Serious questions were raised at Monday’s city council meeting to have land in Ballindooley listed as a heritage site, which some councillors suspected was a means to block a proposed Traveller halting site for the area.
The 1.11 acre site contains a 1950s bungalow, a hay shed, two barns, and a farmer’s cottage that is currently being used as a shed. A famine cottage is also located on the edge of the site.
In a letter to councillors, director of services Tom Connell outlined that the buildings are “not deserving of inclusion in the listing, having regard to the nature of the buildings on site, their condition and use, period of construction and uniqueness”.
It became apparent during the debate that some councillors were keeping the underlying reason for listing the lands to themselves, leading to their colleagues raising serious questions as to the motivation behind seeking the listing.

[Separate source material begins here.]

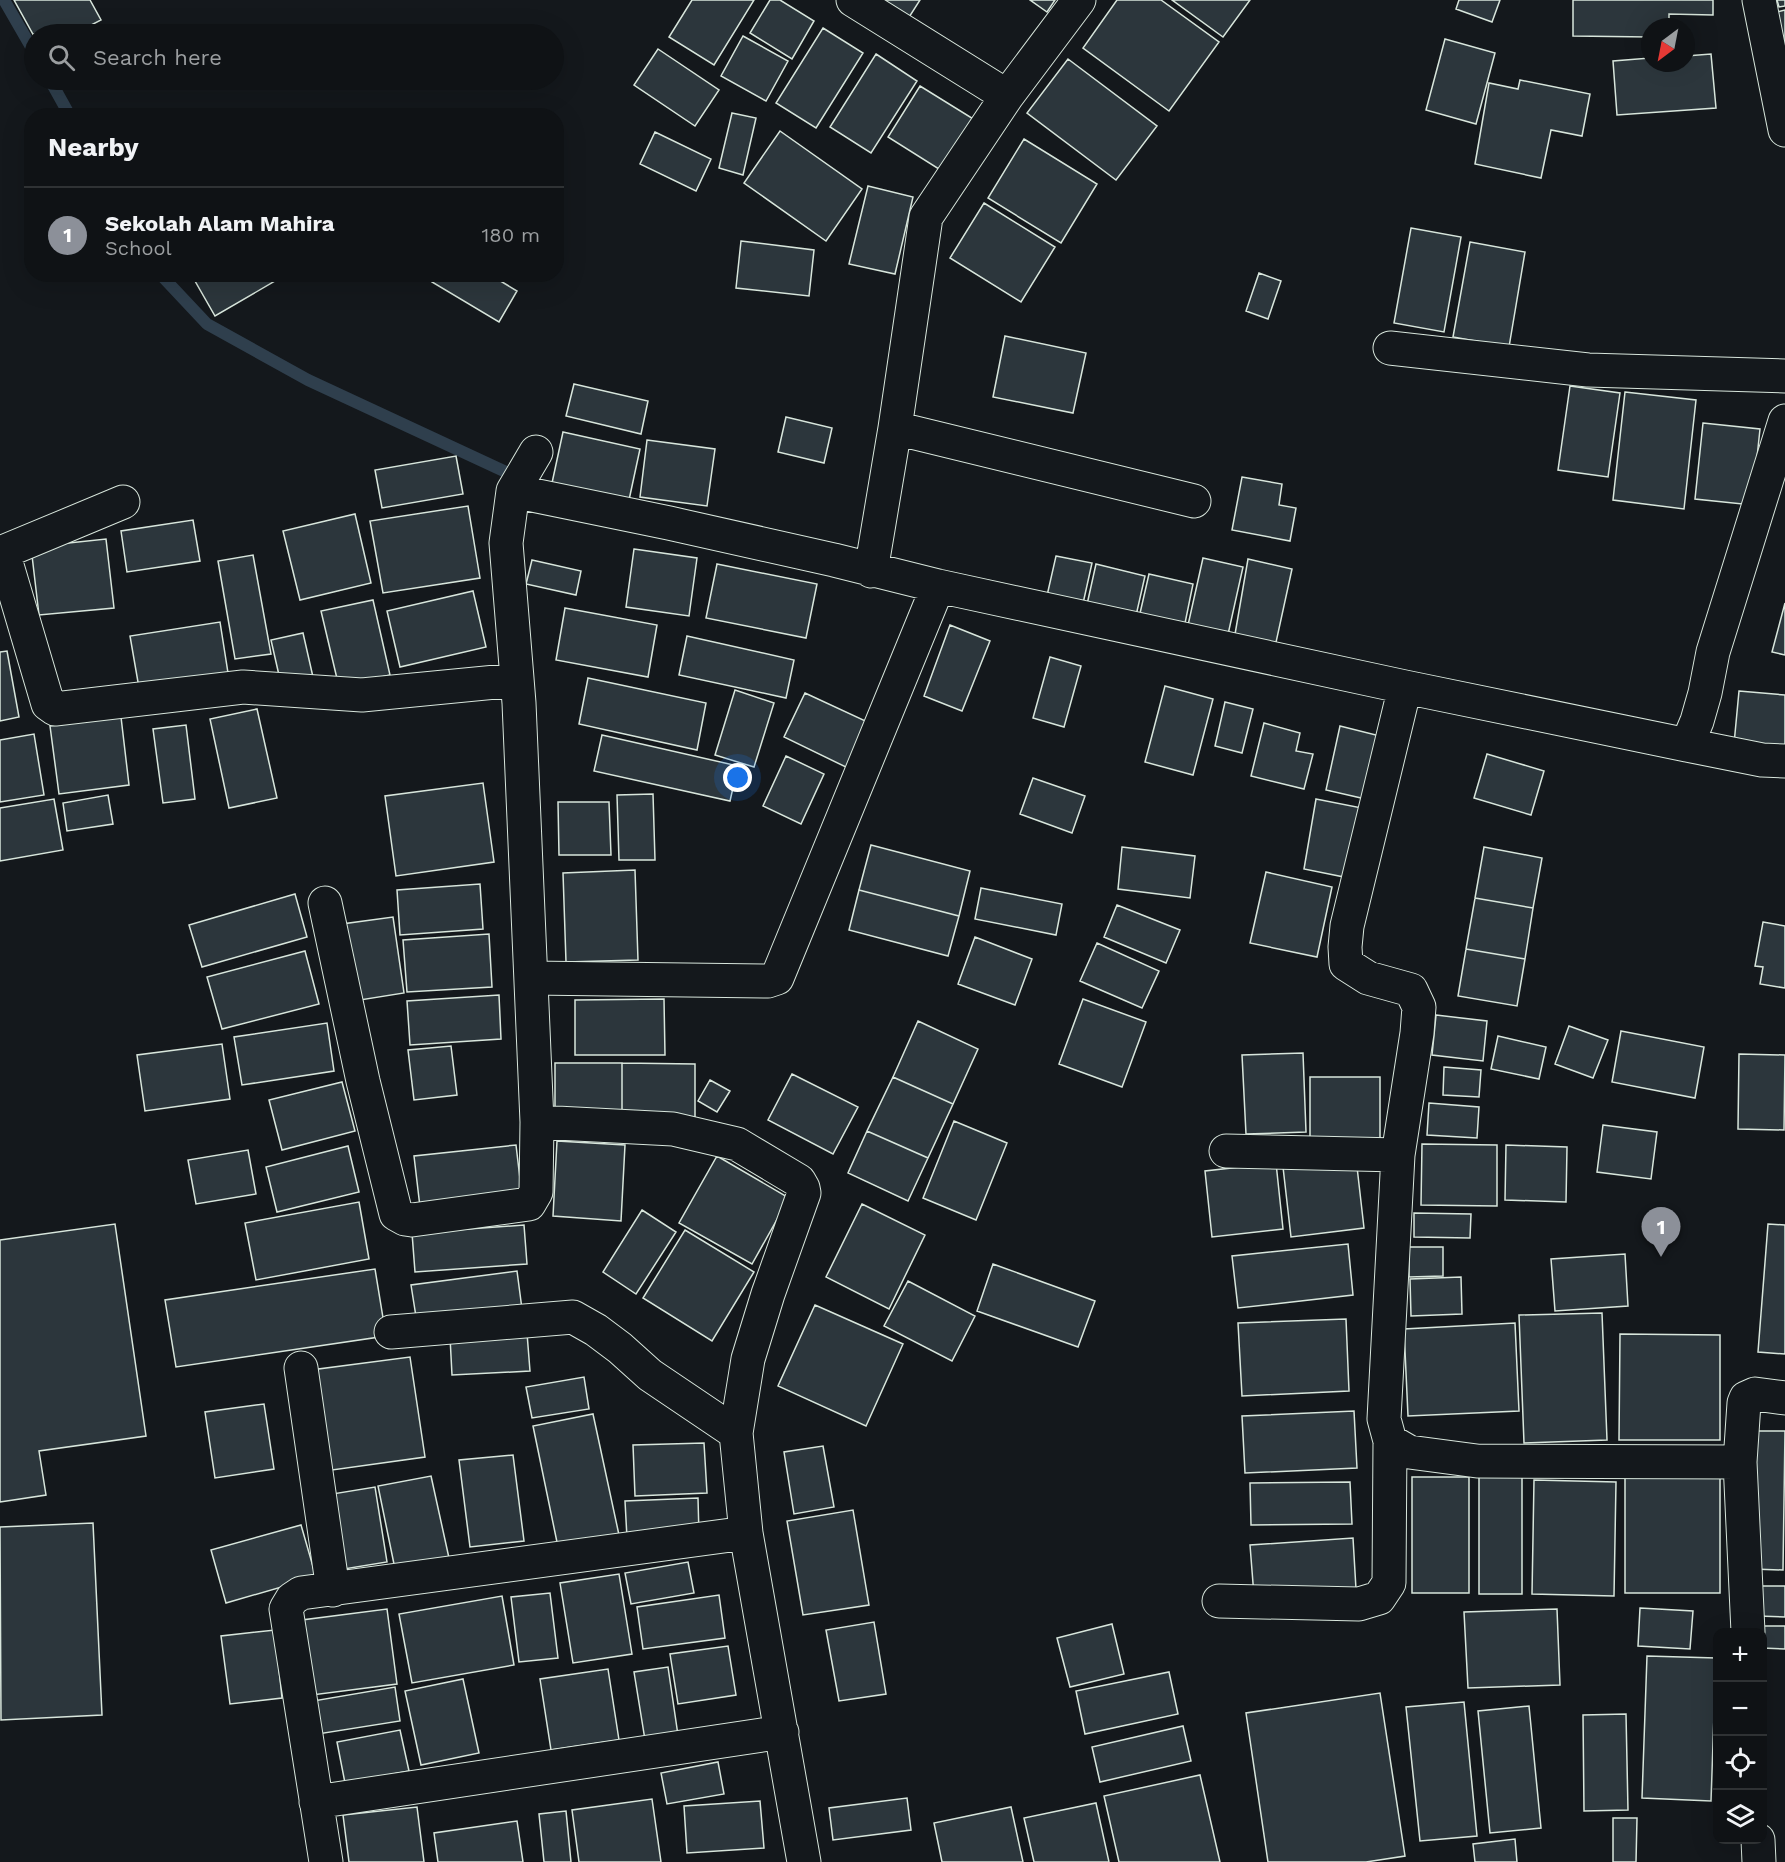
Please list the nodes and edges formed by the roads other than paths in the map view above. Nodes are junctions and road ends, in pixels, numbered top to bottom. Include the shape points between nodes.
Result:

Independent councillors Declan McDonnell directed his questions to the top table about the site: “I believe there is another issue. There seems to be another story, but no one is telling us what story.”

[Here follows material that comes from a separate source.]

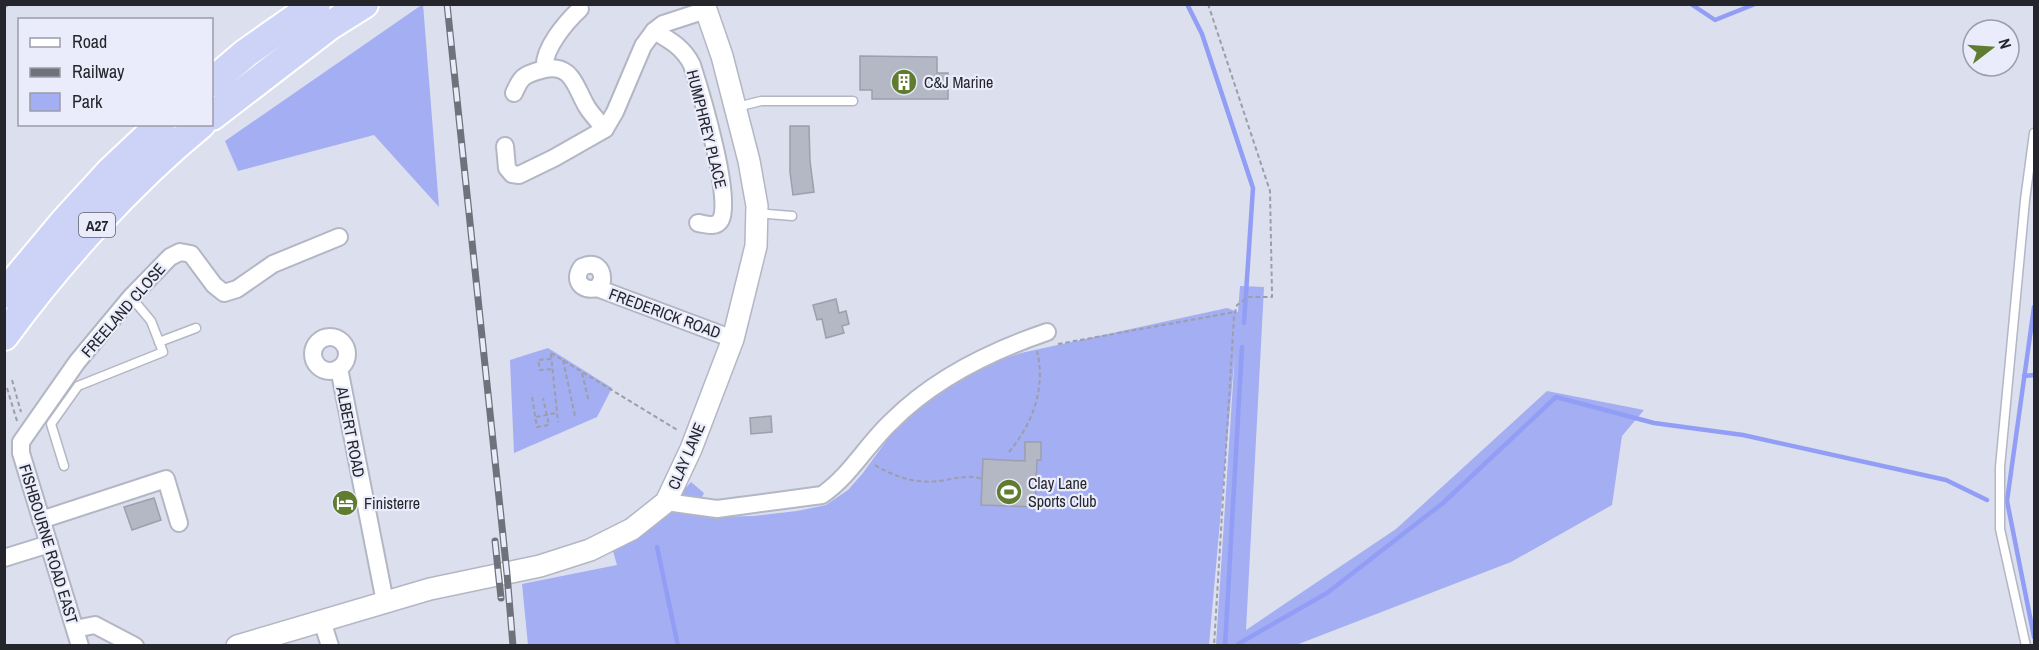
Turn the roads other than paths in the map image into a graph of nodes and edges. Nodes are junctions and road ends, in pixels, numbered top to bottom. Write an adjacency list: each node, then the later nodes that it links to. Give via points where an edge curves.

Labour’s Cllr Tom Costello said the council’s duty was not to protect a modern house on scrap land but to only protect the famine cottage.
“The location of the famine cottage is on the back end of the site and would not impede any developments,” he said.
The outspoken Labour councillor Colette Connolly spoke up about the real issues facing the site: “There is no heritage officer’s report, there is no photo of the famine cottage. So what we have is a 1950s’ house and a barn. Is this one of the six sites located for the Travellers’ halting site?” she said.
City manager Joe O’Neill informed Cllr Connolly that it was in fact on of the sites earmarked as a proposed halting site.
It then became apparent that if the site was listed as a heritage site it would in turn block the chance of it being proposed in the future as a halting site.
A proposal was made from Fianna Fáil’s Cllr Michael J Crowe that residents, area councillors, and the executive should meet to discuss issues over the site, and that the item be left on the agenda.
Councillors agreed to look further into the issue, and no decision was made on the listing of the famine cottage, or the lands it rests upon.